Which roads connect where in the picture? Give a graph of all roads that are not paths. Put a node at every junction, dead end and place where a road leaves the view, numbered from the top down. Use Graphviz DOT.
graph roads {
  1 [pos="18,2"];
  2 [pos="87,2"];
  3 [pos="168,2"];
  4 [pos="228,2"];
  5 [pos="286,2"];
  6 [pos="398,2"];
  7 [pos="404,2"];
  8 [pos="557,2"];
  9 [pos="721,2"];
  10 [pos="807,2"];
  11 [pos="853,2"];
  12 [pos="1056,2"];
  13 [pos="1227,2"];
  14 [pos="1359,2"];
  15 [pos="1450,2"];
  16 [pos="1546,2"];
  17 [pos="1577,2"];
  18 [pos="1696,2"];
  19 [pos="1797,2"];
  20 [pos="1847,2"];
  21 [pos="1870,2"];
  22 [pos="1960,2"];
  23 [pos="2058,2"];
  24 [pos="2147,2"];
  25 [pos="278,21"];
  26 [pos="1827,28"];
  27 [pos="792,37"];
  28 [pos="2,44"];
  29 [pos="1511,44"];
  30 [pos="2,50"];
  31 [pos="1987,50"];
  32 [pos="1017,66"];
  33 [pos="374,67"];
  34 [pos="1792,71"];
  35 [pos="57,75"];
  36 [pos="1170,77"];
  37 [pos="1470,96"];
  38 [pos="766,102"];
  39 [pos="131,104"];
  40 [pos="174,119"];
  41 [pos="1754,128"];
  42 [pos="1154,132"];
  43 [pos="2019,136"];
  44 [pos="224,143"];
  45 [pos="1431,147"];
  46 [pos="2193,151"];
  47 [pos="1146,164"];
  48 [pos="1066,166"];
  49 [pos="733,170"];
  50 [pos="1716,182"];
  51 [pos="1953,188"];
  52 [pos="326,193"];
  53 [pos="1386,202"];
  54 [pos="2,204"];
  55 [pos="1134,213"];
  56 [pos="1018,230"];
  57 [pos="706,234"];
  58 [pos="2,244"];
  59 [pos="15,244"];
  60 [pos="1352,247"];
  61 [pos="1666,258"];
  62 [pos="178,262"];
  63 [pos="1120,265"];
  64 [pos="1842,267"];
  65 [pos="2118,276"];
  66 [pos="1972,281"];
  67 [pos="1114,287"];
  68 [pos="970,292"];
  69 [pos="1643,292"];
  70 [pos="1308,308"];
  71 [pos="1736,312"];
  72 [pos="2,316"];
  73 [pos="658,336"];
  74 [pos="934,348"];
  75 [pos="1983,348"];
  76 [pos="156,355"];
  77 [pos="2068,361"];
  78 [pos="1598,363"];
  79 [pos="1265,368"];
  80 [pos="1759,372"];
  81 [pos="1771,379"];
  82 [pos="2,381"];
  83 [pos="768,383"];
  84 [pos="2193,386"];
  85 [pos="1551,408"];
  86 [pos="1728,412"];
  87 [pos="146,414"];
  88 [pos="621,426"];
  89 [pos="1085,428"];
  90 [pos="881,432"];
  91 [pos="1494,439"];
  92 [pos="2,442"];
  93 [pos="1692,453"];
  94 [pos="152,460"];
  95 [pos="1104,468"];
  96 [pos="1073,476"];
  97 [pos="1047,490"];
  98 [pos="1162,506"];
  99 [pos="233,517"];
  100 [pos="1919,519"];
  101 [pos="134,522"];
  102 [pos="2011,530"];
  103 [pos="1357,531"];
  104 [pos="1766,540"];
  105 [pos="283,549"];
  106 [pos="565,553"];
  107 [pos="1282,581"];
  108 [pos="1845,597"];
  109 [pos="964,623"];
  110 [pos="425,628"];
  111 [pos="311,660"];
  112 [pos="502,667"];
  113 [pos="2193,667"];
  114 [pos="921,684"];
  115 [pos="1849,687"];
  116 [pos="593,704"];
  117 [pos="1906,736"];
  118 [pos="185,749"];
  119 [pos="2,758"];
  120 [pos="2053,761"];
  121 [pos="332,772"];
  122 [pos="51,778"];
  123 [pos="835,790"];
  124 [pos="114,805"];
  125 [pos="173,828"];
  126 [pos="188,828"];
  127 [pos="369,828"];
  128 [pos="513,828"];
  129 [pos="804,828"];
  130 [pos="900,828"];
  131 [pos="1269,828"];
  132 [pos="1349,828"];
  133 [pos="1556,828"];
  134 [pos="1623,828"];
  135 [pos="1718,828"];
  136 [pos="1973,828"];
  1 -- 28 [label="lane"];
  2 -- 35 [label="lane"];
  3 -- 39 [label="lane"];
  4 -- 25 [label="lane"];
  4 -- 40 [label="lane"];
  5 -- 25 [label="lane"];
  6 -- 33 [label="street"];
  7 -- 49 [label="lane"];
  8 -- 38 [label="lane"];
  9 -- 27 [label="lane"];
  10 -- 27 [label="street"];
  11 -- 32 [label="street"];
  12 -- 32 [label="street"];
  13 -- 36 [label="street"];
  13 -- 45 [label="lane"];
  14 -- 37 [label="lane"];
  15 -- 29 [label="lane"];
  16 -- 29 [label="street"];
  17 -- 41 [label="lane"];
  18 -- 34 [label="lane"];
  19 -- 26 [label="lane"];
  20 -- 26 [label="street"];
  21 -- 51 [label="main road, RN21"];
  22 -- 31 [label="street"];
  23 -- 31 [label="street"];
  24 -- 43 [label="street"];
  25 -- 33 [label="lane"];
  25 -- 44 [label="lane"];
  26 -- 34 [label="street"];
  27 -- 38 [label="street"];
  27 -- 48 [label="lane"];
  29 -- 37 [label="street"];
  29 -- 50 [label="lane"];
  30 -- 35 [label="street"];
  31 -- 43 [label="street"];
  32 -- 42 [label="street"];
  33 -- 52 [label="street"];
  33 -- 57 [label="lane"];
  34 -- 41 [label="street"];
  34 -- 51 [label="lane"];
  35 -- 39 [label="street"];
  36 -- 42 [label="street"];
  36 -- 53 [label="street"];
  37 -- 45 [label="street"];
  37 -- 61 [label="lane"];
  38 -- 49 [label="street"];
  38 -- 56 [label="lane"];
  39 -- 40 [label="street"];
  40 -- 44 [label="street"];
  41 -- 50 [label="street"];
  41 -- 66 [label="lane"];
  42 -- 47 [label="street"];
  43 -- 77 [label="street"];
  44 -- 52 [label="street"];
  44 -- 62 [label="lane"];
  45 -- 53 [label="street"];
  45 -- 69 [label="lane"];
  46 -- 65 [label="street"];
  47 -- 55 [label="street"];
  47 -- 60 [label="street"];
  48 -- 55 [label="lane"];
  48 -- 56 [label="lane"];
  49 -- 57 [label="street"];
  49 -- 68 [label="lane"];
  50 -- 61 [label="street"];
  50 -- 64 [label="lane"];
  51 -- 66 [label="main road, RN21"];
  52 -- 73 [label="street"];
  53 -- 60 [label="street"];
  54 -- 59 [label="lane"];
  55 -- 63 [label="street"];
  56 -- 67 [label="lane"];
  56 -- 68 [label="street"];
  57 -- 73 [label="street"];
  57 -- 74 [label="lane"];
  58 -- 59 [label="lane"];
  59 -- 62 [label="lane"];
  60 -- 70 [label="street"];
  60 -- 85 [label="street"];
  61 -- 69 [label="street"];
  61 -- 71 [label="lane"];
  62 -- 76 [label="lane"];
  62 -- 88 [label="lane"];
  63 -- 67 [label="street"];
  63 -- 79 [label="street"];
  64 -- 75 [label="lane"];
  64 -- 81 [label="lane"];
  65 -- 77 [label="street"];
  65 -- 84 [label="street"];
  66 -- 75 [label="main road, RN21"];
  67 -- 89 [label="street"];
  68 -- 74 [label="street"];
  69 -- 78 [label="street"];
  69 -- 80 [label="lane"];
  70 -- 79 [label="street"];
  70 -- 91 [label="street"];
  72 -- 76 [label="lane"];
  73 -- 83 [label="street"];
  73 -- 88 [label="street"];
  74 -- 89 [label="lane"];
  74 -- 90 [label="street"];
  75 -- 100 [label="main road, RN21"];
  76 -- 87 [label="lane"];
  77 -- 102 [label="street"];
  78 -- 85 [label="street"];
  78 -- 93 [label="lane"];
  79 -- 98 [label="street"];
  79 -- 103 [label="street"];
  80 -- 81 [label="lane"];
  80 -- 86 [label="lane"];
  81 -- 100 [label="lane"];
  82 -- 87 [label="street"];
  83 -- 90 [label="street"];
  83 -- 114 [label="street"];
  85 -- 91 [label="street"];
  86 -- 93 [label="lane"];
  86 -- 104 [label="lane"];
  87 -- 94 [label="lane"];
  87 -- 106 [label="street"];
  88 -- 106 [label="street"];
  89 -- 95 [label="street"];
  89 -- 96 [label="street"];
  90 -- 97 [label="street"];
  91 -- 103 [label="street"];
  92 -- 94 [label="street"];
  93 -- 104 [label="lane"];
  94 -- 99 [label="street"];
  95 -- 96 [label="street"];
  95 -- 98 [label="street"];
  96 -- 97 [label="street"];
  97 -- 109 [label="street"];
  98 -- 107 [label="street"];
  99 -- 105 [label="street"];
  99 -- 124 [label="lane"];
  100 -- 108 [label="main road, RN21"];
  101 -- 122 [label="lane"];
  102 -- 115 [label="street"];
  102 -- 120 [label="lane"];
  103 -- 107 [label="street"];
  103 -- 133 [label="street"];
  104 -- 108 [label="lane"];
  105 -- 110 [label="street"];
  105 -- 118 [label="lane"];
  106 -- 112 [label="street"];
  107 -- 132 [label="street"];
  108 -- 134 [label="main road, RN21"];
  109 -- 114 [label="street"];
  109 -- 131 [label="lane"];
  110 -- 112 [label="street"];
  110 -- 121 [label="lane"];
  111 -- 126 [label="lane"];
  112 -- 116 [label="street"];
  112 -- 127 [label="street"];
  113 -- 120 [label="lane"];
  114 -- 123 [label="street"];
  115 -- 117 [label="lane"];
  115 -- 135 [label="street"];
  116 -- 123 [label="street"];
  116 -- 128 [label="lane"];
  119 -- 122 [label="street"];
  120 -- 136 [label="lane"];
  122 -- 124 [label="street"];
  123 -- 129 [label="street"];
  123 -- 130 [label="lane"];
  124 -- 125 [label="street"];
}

************

> _Prompt_
Once a line of the records is found to contain "roads", copy it out.

> _Written solution_
Which roads connect where in the picture? Give a graph of all roads that are not paths. Put a node at every junction, dead end and place where a road leaves the view, numbered from the top down. Use Graphviz DOT.
graph roads {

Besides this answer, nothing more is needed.